France's National Gendarmerie is a branch of the country's armed forces tasked with maintaining public safety and conducting police duties. Stationed aboard Moròn Air Base, Spain, the SPMAGTF serves as a rotational crisis-response force for U.S. Africa Command and remains ready to respond to a variety of missions, some almost identical to what the Gendarmerie routinely rehearse.
Throughout the final exercise, subsequent scenarios continued to build on the last in intensity and violence. Each mission became more complicated as the two forces needed to work together as simulated neighboring embassies.
"The Marines are getting things thrown at them. They've got gas masks on. They can't hear anything. They can't see anything," explains Vicino. "The communication is implicit."

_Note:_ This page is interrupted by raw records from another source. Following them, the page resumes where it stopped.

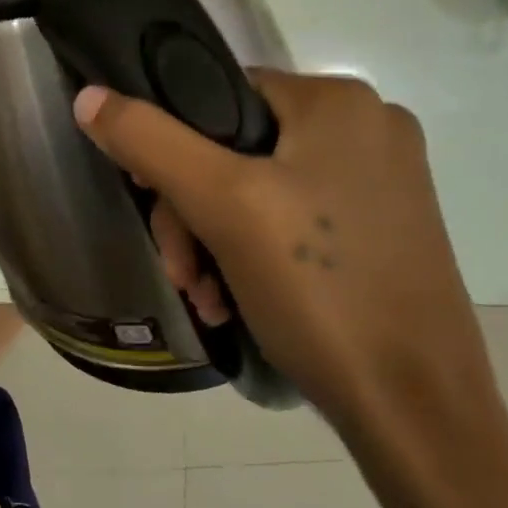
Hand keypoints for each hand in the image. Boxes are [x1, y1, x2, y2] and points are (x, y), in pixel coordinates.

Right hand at [74, 71, 507, 507]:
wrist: (417, 413)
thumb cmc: (319, 290)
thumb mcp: (220, 204)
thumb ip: (149, 140)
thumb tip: (89, 96)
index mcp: (340, 102)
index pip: (217, 93)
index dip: (170, 143)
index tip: (150, 199)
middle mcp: (369, 129)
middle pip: (234, 149)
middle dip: (191, 212)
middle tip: (182, 272)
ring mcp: (381, 183)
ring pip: (256, 190)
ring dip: (213, 242)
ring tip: (205, 297)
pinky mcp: (383, 231)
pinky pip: (290, 221)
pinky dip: (252, 256)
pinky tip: (234, 301)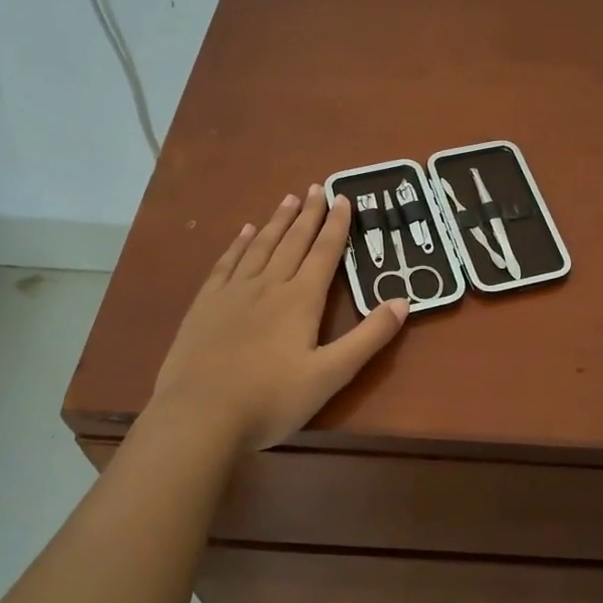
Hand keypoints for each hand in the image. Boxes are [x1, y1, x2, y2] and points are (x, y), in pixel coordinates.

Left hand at [148, 186, 408, 449]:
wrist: (199, 416)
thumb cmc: (271, 399)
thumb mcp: (331, 374)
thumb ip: (368, 337)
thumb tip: (403, 301)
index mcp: (301, 300)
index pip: (324, 252)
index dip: (337, 225)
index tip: (344, 198)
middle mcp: (268, 285)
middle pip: (293, 241)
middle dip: (309, 214)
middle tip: (317, 187)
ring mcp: (233, 292)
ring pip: (260, 246)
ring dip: (277, 221)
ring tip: (288, 200)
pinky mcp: (205, 304)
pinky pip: (227, 263)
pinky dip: (238, 244)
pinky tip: (244, 232)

LtCol Jean-Luc Renault, the course director, hailed the exercise as both successful and applicable to mission sets both units may be called to complete. This is his second time working personally with the U.S. Marines after his initial experience with SPMAGTF-CR-AF in December 2014.
Since 1996, the unit's instructor corps has trained numerous foreign units not only during common joint exercises with organizations such as NATO, but also the European Police Force, European Gendarmerie Force, and even Swedish units that return each year.
"The goal of these courses," Renault explains, "is not only to improve our mutual understanding in both crowd and riot control and combat missions, but overall to be able to work together on missions abroad dealing with evacuation of nationals and protection of goods and properties."
By the conclusion of the exercise, the joint force mastered maneuvering in unison and providing their own cover, all without verbal commands. Implicit communication was critical, as the scenarios left little room for error or time to entertain alternate solutions. The training scenarios ranged from non-violent demonstrators and citywide riots to hostage recovery, where the Marines learned how to effectively lead and tacitly communicate amidst the disorder.